Do not forget this: such an excessive tax on payrolls is beyond question a tax on employment. In prosperous times it slows down the advance of wages and holds back re-employment. In bad times it increases unemployment, and unemployment breaks wage scales.
Removing the capital from the hands of the owner and putting it into the hands of the Government is only, in the main, taking it from the live hand and putting it into the dead hand. So the only possible result of extending the scope of confiscation by the dead hand is to limit the amount of productive enterprise and, therefore, the amount that can be paid in wages.
Never in the history of the world has any measure been brought in here so insidiously designed so as to prevent business recovery, to enslave workers, and to prevent any possibility of the employers providing work for the people.
Business and industry are already operating under heavy burdens: and that old –age insurance would cause more unemployment.

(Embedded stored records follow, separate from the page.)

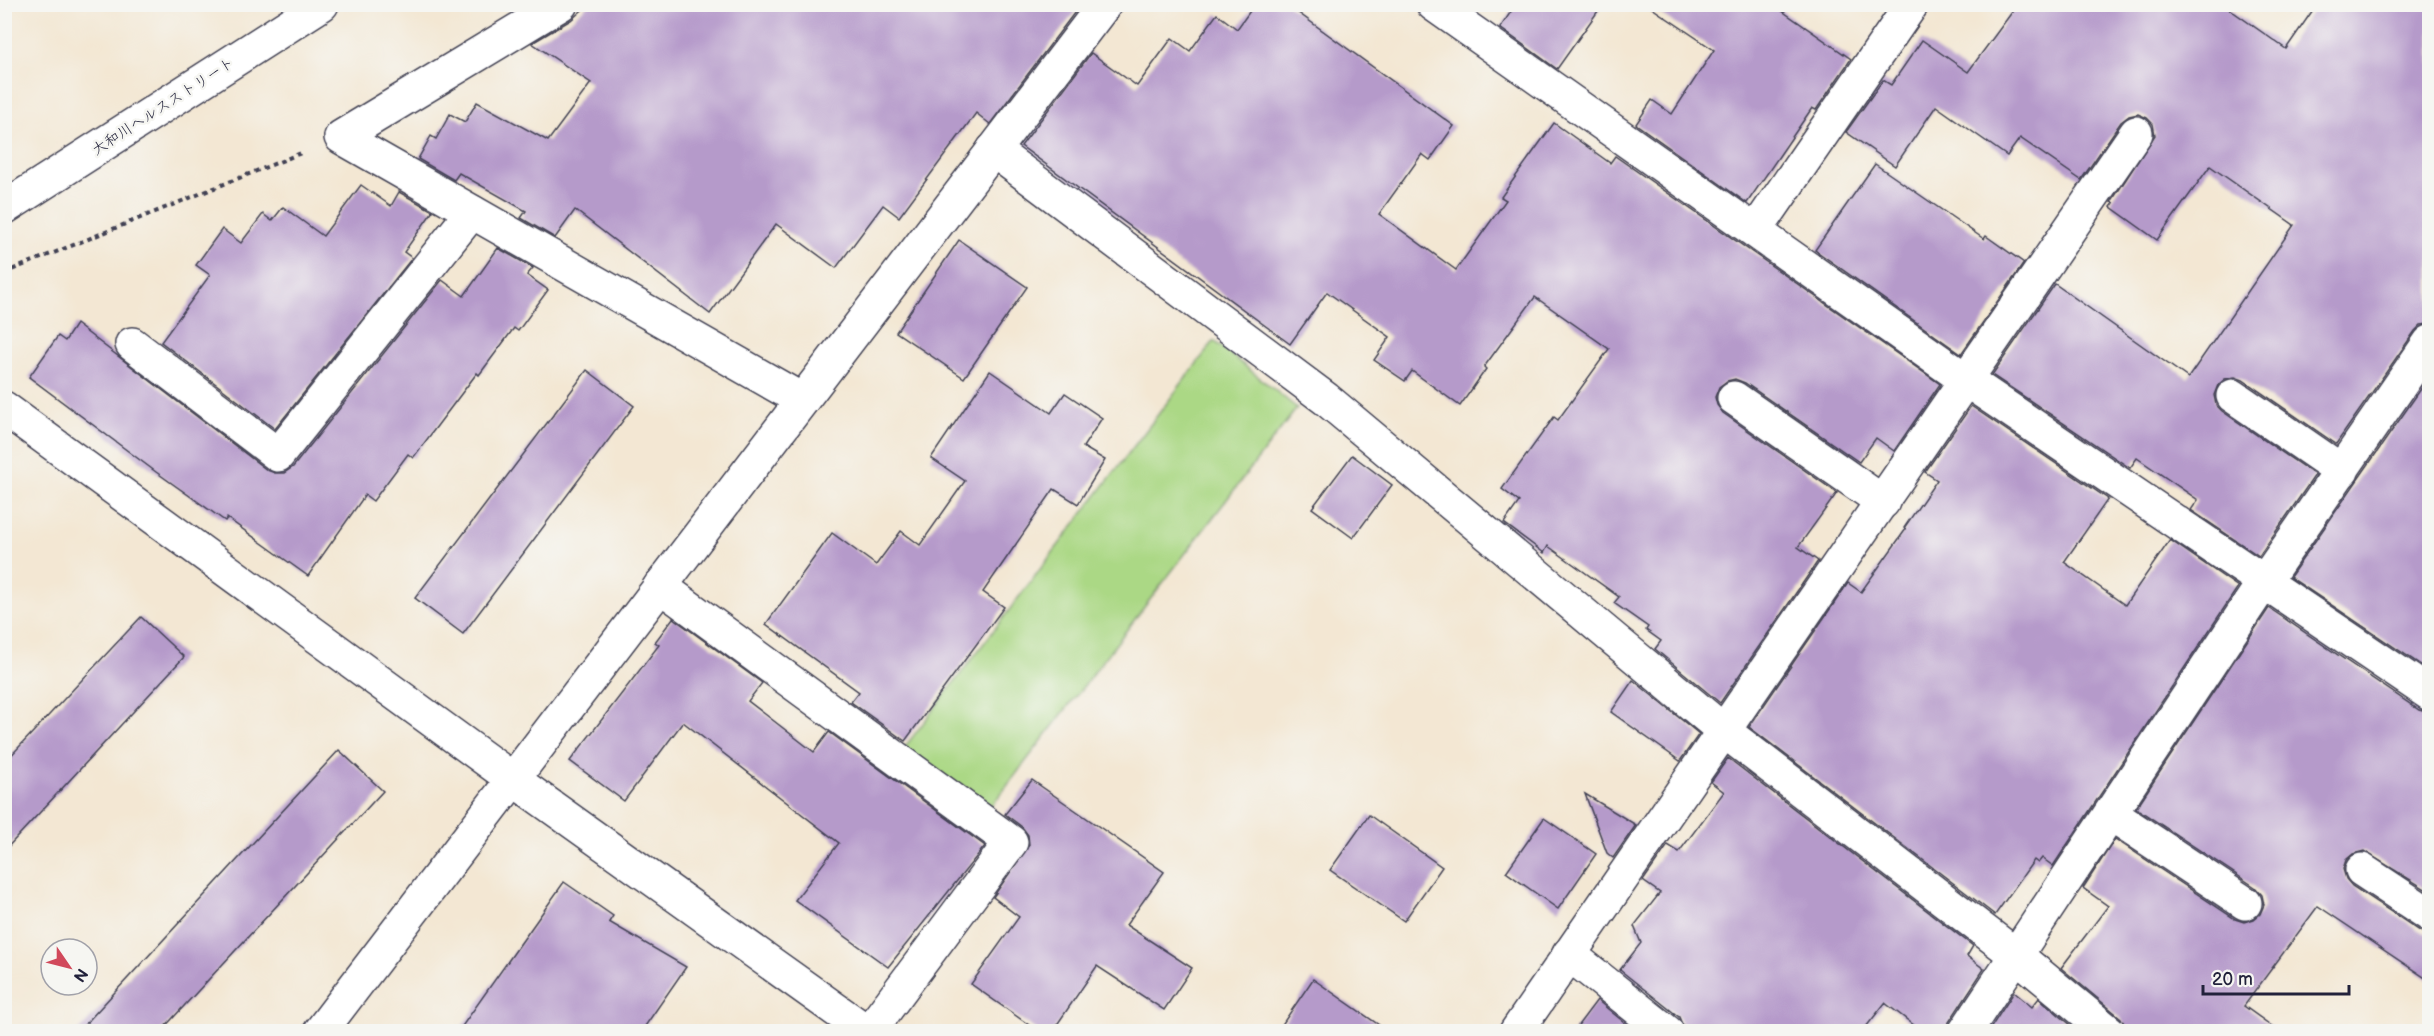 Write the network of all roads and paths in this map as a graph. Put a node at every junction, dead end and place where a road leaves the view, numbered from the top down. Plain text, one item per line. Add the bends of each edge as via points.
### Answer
1 (322, 4) edge
2 (561, 4) edge
3 (1106, 4) edge
4 (1432, 4) edge
5 (1912, 4) edge
6 (1470, 15) edge
7 (2136, 133) dead end
8 (341, 137) junction
9 (993, 150) junction
10 (4, 208) edge
11 (472, 212) junction
12 (1756, 230) junction
13 (4, 273) edge
14 (2430, 342) edge
15 (132, 344) dead end
16 (1966, 381) junction
17 (2233, 396) dead end
18 (1734, 398) dead end
19 (802, 400) junction
20 (4, 408) edge
21 (2342, 471) junction
22 (1883, 502) junction
23 (2264, 582) junction
24 (660, 586) junction
25 (2430, 694) edge
26 (1724, 732) junction
27 (514, 780) junction
28 (2111, 814) junction
29 (2362, 870) dead end
30 (2245, 903) dead end
31 (2430, 915) edge
32 (1569, 954) junction
33 (2016, 957) junction
34 (320, 1032) edge
35 (868, 1032) edge
36 (1516, 1032) edge
37 (1667, 1032) edge
38 (1965, 1032) edge
39 (2109, 1032) edge

1 - 10 street, 大和川ヘルスストリート
2 - 8 street
3 - 9 street
4 - 6 street
5 - 12 street
6 - 12 street
7 - 16 street
8 - 11 street
8 - 13 path
9 - 19 street
9 - 26 street via 1326,399
11 - 15 street via 278,455
11 - 19 street
12 - 16 street
14 - 21 street
16 - 22 street
16 - 23 street
17 - 21 street
18 - 22 street
19 - 24 street
20 - 27 street
21 - 23 street
22 - 26 street
23 - 25 street
23 - 28 street
24 - 27 street
24 - 35 street via 1011,842
26 - 32 street
26 - 33 street
27 - 34 street
27 - 35 street
28 - 30 street
28 - 33 street
29 - 31 street
32 - 36 street
32 - 37 street
33 - 38 street
33 - 39 street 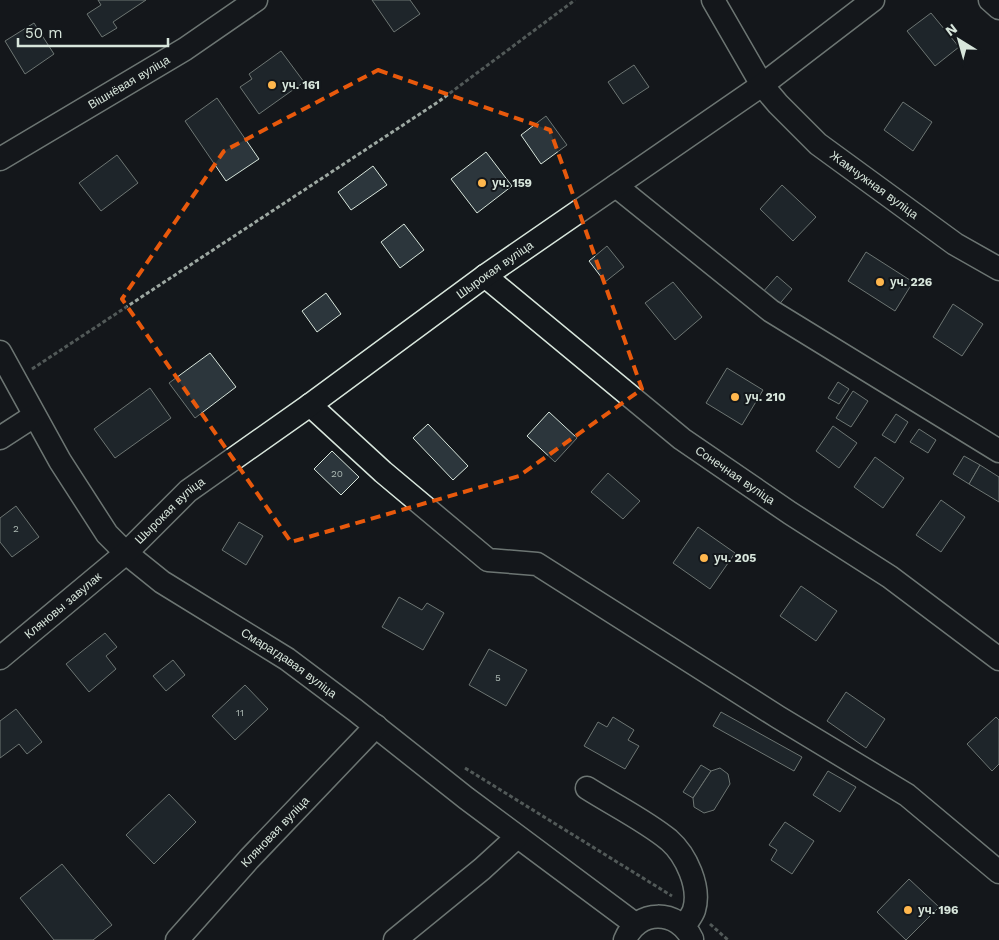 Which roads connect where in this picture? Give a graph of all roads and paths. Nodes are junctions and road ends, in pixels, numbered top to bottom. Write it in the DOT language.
graph roads {
  1 [pos="256,0"];
  2 [pos="575,0"];
  3 [pos="713,0"];
  4 [pos="873,0"];
  5 [pos="990,0"];
  6 [pos="999,8"];
  7 [pos="762,85"];
  8 [pos="0,159"];
  9 [pos="616,186"];
  10 [pos="999,269"];
  11 [pos="484,276"];
  12 [pos="0,352"];
  13 [pos="14,380"];
  14 [pos="310,405"];
  15 [pos="34,416"];
  16 [pos="0,438"];
  17 [pos="999,451"];
  18 [pos="126,553"];
  19 [pos="0,658"];
  20 [pos="999,659"];
  21 [pos="376,726"];
  22 [pos="460,765"];
  23 [pos="587,788"];
  24 [pos="517,837"];
  25 [pos="999,872"];
  26 [pos="690,926"];
  27 [pos="630,932"];
  28 [pos="177,940"];
  29 [pos="396,940"];
  30 [pos="728,940"];
  1 -- 8 [label="street, Вішнёвая вуліца"];
  2 -- 13 [label="path"];
  3 -- 7 [label="street, Жамчужная вуліца"];
  4 -- 7 [label="street, Шырокая вуліца"];
  5 -- 6 [label="street"];
  7 -- 9 [label="street, Шырокая вуліца"];
  7 -- 10 [label="street, Жамчужная вуліца"];
  9 -- 11 [label="street, Шырокая вуліца"];
  9 -- 17 [label="street"];
  11 -- 14 [label="street, Шырокая вуліца"];
  11 -- 20 [label="street, Сонечная вуліца"];
  12 -- 13 [label="street, Смарагдавая вуліца"];
  13 -- 15 [label="street, Смарагдавая вуліца"];
  14 -- 18 [label="street, Шырокая вуліца"];
  14 -- 25 [label="street"];
  15 -- 16 [label="street"];
  15 -- 18 [label="street, Смарагдавая вуліца"];
  18 -- 19 [label="street, Кляновы завулак"];
  18 -- 21 [label="street, Смарагдавая вуліца"];
  21 -- 24 [label="street, Смарагдавая вуліца"];
  21 -- 28 [label="street, Кляновая вуліца"];
  22 -- 26 [label="path"];
  23 -- 26 [label="street"];
  24 -- 27 [label="street, Смарагдавая вуліца"];
  24 -- 29 [label="street"];
  26 -- 27 [label="street"];
  26 -- 30 [label="path"];
} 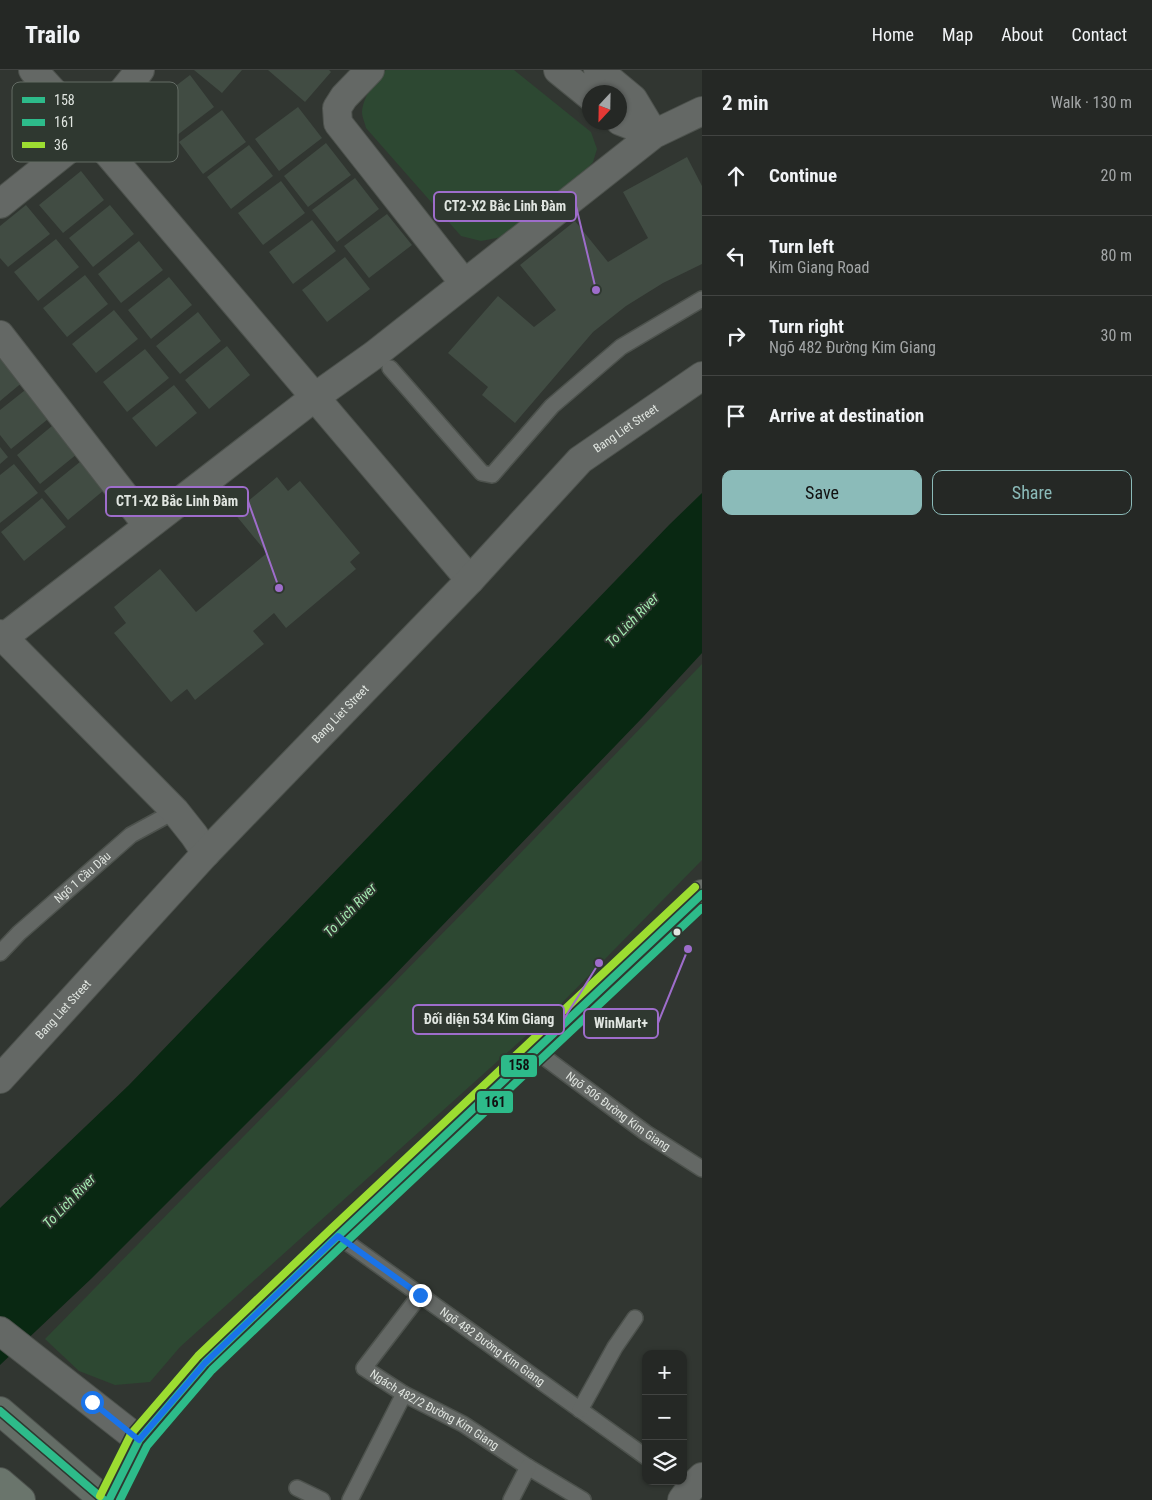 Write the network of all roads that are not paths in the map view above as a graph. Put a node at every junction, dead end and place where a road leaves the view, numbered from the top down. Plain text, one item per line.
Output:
1 (33, 70) edge
2 (140, 70) edge
3 (370, 70) edge
4 (558, 70) edge
5 (598, 70) edge
6 (44, 82) edge
7 (130, 82) edge
8 (582, 90) edge
9 (702, 111) edge
10 (627, 123) edge
11 (654, 134) junction
12 (52, 162) edge
13 (115, 162) edge
14 (0, 204) edge
15 (464, 283) junction
16 (702, 299) edge
17 (0, 334) edge
18 (390, 368) dead end
19 (702, 376) edge
20 (315, 397) junction
21 (148, 526) junction
22 (470, 580) junction
23 (1, 636) edge
24 (174, 811) junction
25 (206, 853) junction
26 (702, 894) edge
27 (0, 953) edge
28 (536, 1051) junction
29 (0, 1079) edge
30 (702, 1169) edge
31 (338, 1236) junction
32 (420, 1295) junction
33 (634, 1318) dead end
34 (0, 1331) edge
35 (404, 1394) junction
36 (580, 1410) junction
37 (9, 1419) edge
38 (139, 1440) junction
39 (642, 1453) edge
40 (528, 1467) junction
41 (0, 1482) edge
42 (297, 1488) dead end
43 (22, 1500) edge
44 (104, 1500) edge
45 (109, 1500) edge
46 (322, 1500) edge
47 (350, 1500) edge
48 (511, 1500) edge
49 (583, 1500) edge

1 - 6 street
2 - 7 street
3 - 15 street
4 - 8 street
5 - 11 street
9 - 11 street
10 - 11 street
11 - 15 street
12 - 14 street
13 - 20 street
15 - 20 street
16 - 18 lane
17 - 21 street
19 - 22 street, Bang Liet Street
20 - 21 street
20 - 22 street
21 - 23 street
22 - 25 street, Bang Liet Street
23 - 24 street
24 - 25 street
24 - 27 lane, Ngõ 1 Cầu Dậu
25 - 29 street, Bang Liet Street
26 - 28 main road
28 - 30 lane, Ngõ 506 Đường Kim Giang
28 - 31 main road
31 - 32 lane, Ngõ 482 Đường Kim Giang
31 - 38 main road
32 - 35 lane, Ngách 482/2 Đường Kim Giang
32 - 36 lane, Ngõ 482 Đường Kim Giang
33 - 36 lane
34 - 38 street
35 - 40 lane, Ngách 482/2 Đường Kim Giang
35 - 47 lane
36 - 39 lane, Ngõ 482 Đường Kim Giang
37 - 44 main road
38 - 45 main road
40 - 48 lane
40 - 49 lane, Ngách 482/2 Đường Kim Giang
41 - 43 highway
42 - 46 lane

We believe that this measure, if adopted, means at best an annuity of doubtful value for the aged of the future and unemployment benefit of doubtful value for the normally temporarily unemployed of the future--at the terrific cost of retarding the reemployment of those who are unemployed today.
…we are going on the theory that it will create jobs. It will not. We shall create jobs only by giving confidence to people who are in a position to hire other people.
Such a law would inevitably operate to hold down the number of employees on the pay roll as well as to prevent and minimize increases in the rate of pay, so that the burden of the tax could be reduced to the minimum. These bills, in our opinion, are contrary to the spirit of the Constitution of the United States and inconsistent with the many decisions of the Supreme Court on analogous questions of taxation…
It will hasten mechanization of all processes and thus permanently reduce employment. It will force employers to keep wage rates at the lowest possible minimum and thus reduce the amount of the tax.
Unemployment insurance, which in many instances places a premium on indolence, would unquestionably defeat this proposed plan of the Administration to place workers in the areas of lower living costs and keep them gainfully employed.
Employers pay men, not machines. Can there be any question but that this and similar legislation will drive industry faster and faster toward mechanization? Can there be any question but that its normal tendency will be to depress wages, since the higher the total pay roll, the greater the taxes? Can there be any question but that it will retard reemployment of men and intensify the development of machinery and its substitution for men?